Task prompt: Reproduce word for word the lines between the one containing "index dip: (447, 316)" and the end of the entries below, both inclusive; leave out pictures.

Collected data:
_____

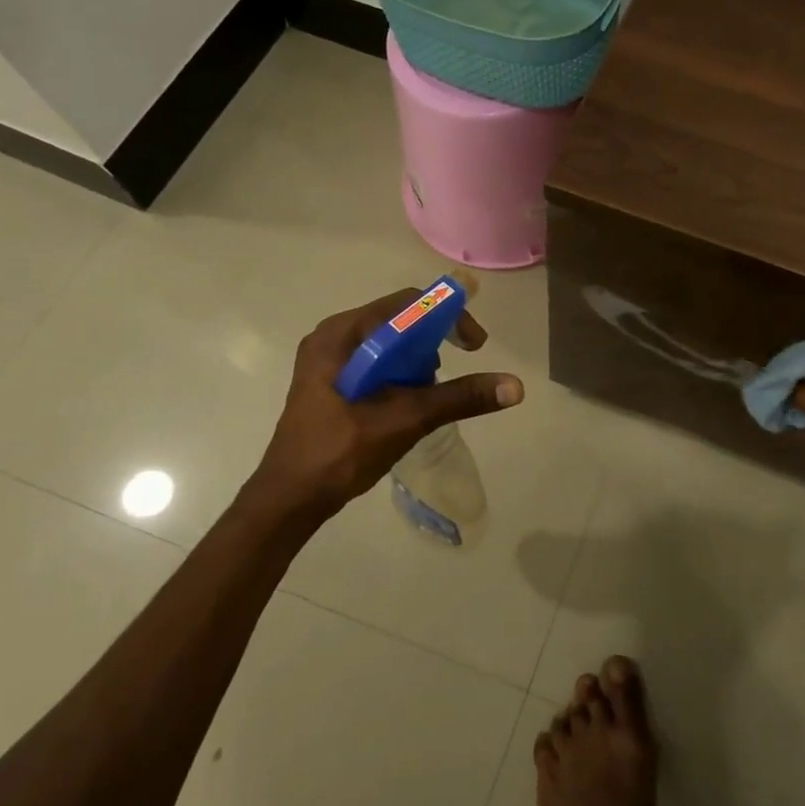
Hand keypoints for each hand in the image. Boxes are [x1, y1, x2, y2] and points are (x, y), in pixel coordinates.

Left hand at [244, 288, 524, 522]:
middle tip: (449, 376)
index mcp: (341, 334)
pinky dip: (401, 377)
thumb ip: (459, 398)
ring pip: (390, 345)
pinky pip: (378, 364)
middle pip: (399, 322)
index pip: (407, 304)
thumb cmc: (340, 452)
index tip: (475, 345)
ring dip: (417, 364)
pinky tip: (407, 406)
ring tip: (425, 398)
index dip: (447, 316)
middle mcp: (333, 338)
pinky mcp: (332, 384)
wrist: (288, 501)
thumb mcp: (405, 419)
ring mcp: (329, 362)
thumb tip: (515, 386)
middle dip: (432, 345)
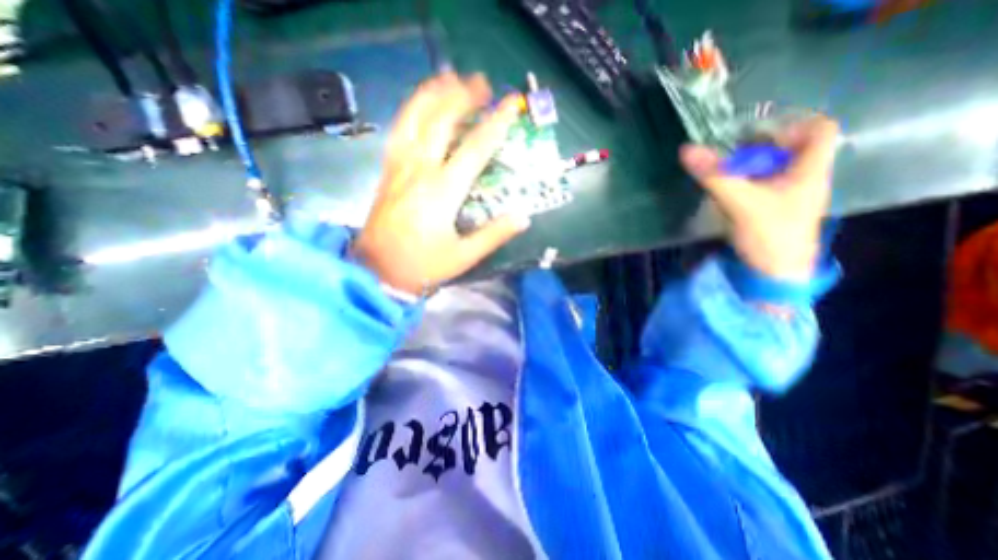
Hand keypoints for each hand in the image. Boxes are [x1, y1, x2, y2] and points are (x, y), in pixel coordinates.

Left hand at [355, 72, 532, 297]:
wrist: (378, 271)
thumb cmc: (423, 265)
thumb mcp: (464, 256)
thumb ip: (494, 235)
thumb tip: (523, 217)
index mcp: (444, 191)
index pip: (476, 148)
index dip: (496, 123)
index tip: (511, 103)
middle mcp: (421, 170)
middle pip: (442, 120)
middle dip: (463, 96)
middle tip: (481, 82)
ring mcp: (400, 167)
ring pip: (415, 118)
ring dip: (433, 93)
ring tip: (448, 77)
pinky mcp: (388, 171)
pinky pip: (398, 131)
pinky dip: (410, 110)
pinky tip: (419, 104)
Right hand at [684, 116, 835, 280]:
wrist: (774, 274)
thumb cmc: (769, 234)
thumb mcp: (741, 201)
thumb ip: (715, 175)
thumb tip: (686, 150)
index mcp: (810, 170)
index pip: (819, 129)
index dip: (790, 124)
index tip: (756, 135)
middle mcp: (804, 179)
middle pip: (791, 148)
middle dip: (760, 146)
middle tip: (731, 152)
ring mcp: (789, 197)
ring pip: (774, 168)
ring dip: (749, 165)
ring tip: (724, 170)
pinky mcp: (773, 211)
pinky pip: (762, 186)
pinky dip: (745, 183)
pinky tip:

_____

Solution for this task:
index dip: (447, 316)
middle mcp: (333, 338)
pinky mcp: (332, 384)
wrist: (288, 501)
thumb mcp: (405, 419)
ring mcp: (329, 362)
thumb tip: (515, 386)
middle dip: (432, 345)
Hand keypoints for each hand in the image. Boxes are [x1, y1, x2, y2] and points are (x, y), in pixel coordinates.

Left hand at [355, 72, 532, 297]:
wrist: (378, 271)
thumb cmc: (423, 265)
thumb mcp: (464, 256)
thumb ip: (494, 235)
thumb tip: (523, 217)
index mcp: (444, 191)
index pip: (476, 148)
index dip: (496, 123)
index tip: (511, 103)
middle mcp: (421, 170)
middle pip: (442, 120)
middle dip: (463, 96)
middle tip: (481, 82)
ring mcp: (400, 167)
ring pip: (415, 118)
ring dip: (433, 93)
ring tip: (448, 77)
pinky mcp: (388, 171)
pinky pip: (398, 131)
pinky dip: (410, 110)
pinky tip: (419, 104)
Right hand at [684, 116, 835, 280]:
wrist: (774, 274)
thumb cmc: (769, 234)
thumb mcp: (741, 201)
thumb ip: (715, 175)
thumb tip: (686, 150)
index mcp: (810, 170)
index pip: (819, 129)
index dip: (790, 124)
index tip: (756, 135)
middle mcp: (804, 179)
middle pip: (791, 148)
middle dip: (760, 146)
middle tip: (731, 152)
ring mcp: (789, 197)
ring pip: (774, 168)
ring dip: (749, 165)
ring tip: (724, 170)
pinky mcp: (773, 211)
pinky pip: (762, 186)
pinky dip: (745, 183)
pinky tip:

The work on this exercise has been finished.